- Bahjoi Location in Uttar Pradesh, India Bahjoi Bahjoi (India)
- Coordinates: 28°23′35″N 78°37′23″E﻿ / ﻿28.393°N 78.623°E
- Country: India
- State: Uttar Pradesh
- Elevation^{[citation needed]}: 655 m (2,149 ft)

Population (2011)
- • Total: 37,037
- PIN: 244410
- Website: up.gov.in

= Bahjoi =

Bahjoi is a Nagar Palika Parishad city in Sambhal district, Moradabad division, in the Indian state of Uttar Pradesh. Bahjoi is the headquarters of Sambhal district.
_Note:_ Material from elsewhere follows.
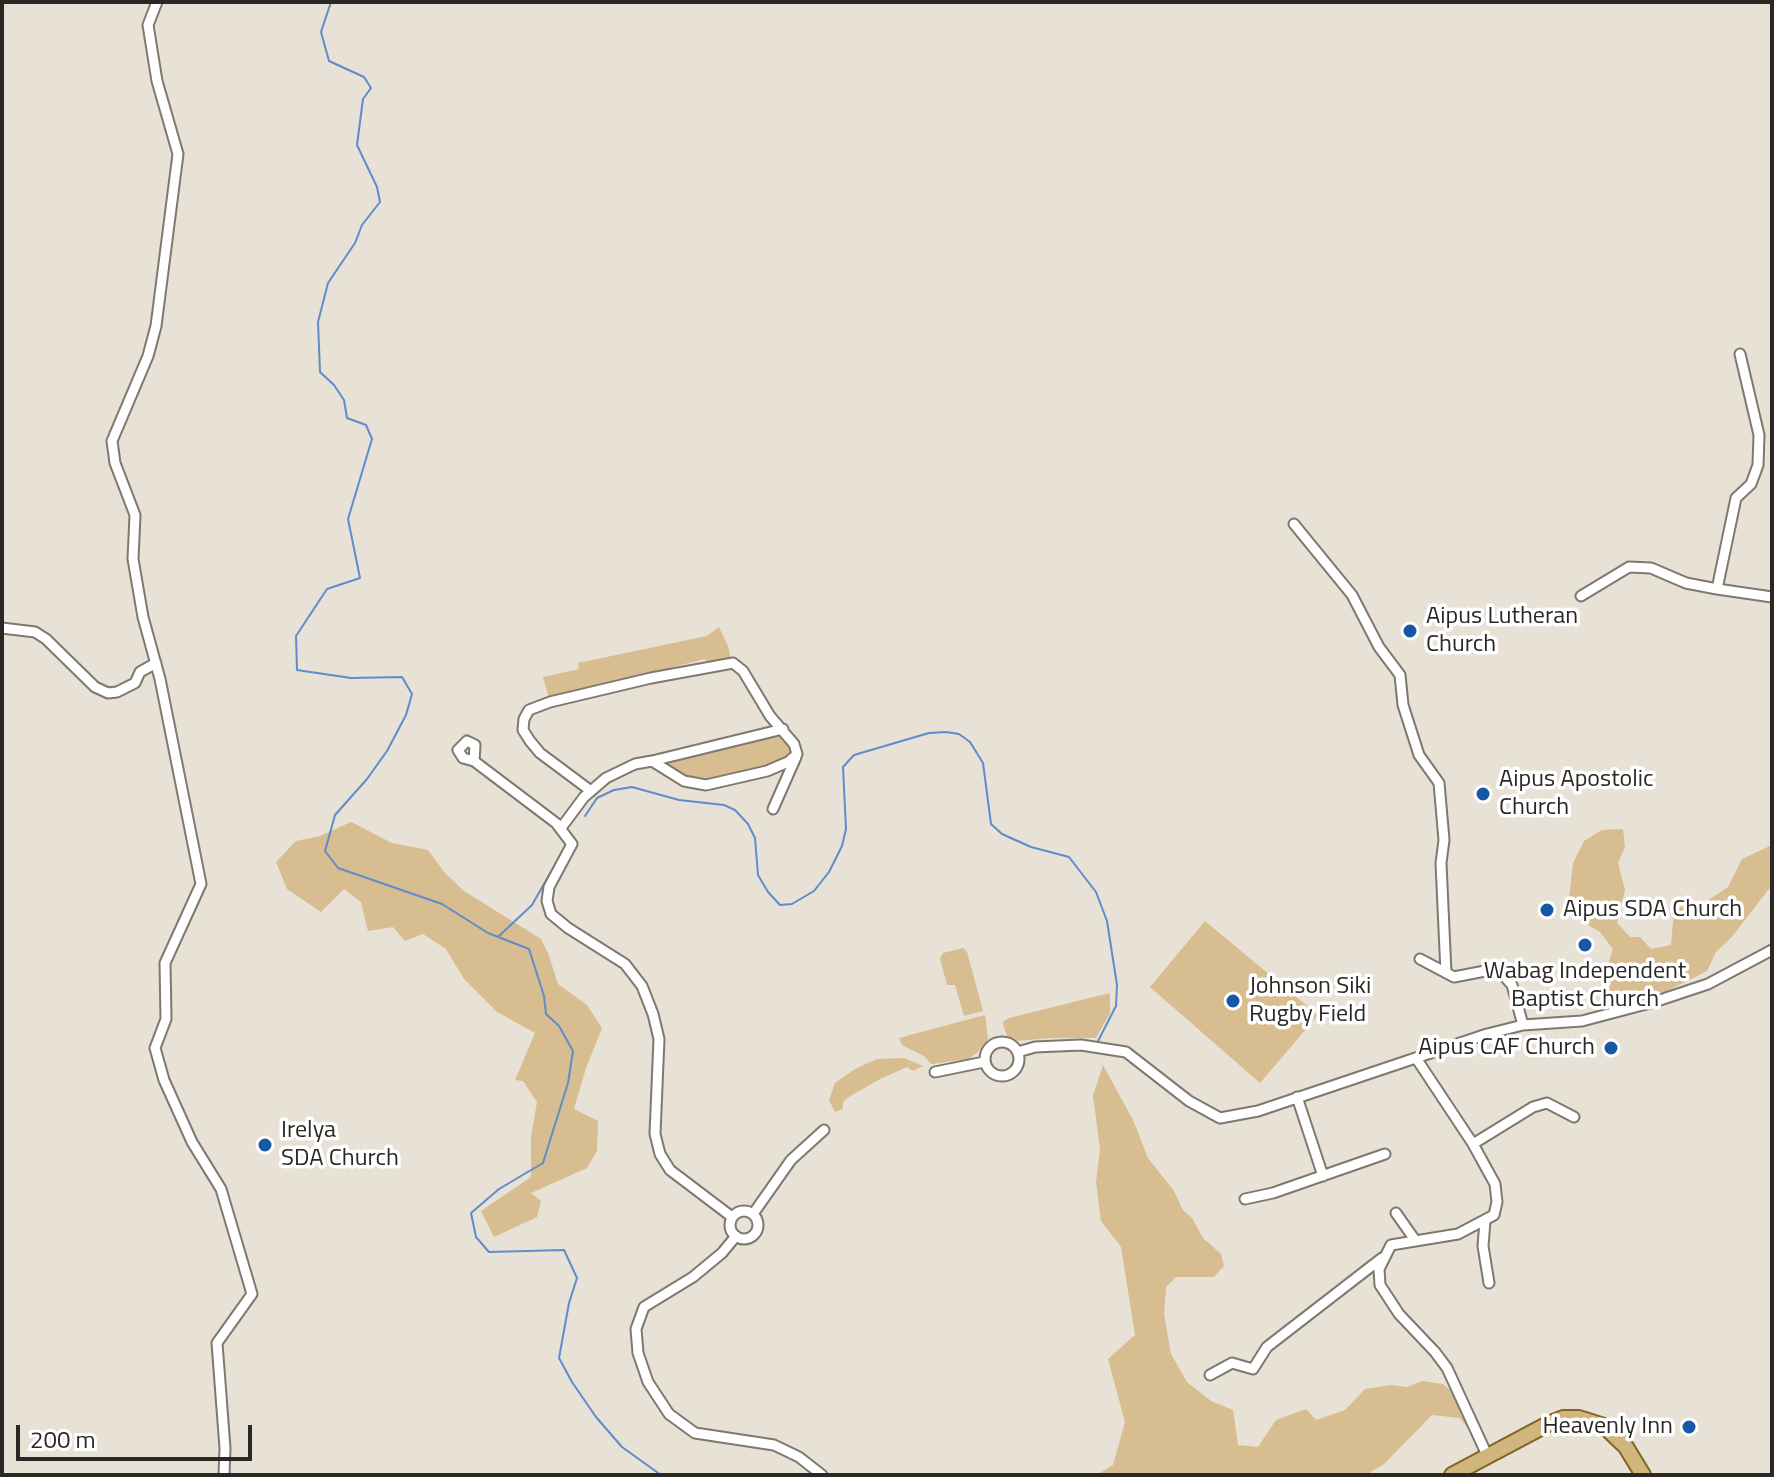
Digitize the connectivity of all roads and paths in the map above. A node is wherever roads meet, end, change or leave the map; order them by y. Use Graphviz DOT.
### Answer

It was famous for a glass factory during the British colonisation.

== Demographics ==

In 2011 Bahjoi Nagar Palika Parishad had a total population of 37,037, with 19,168 males and 17,869 females.

==Notable people==

- Rajeev Kumar Varshney (born 1973), agricultural scientist, born in Bahjoi

==Transport==
Bahjoi is well connected to Sambhal city, New Delhi, Ghaziabad, Moradabad, Budaun, Bareilly, Hathras, Khair, Bulandshahr, Aligarh, Allahabad, Agra, Kanpur, Mumbai, via train. There is also a railway station.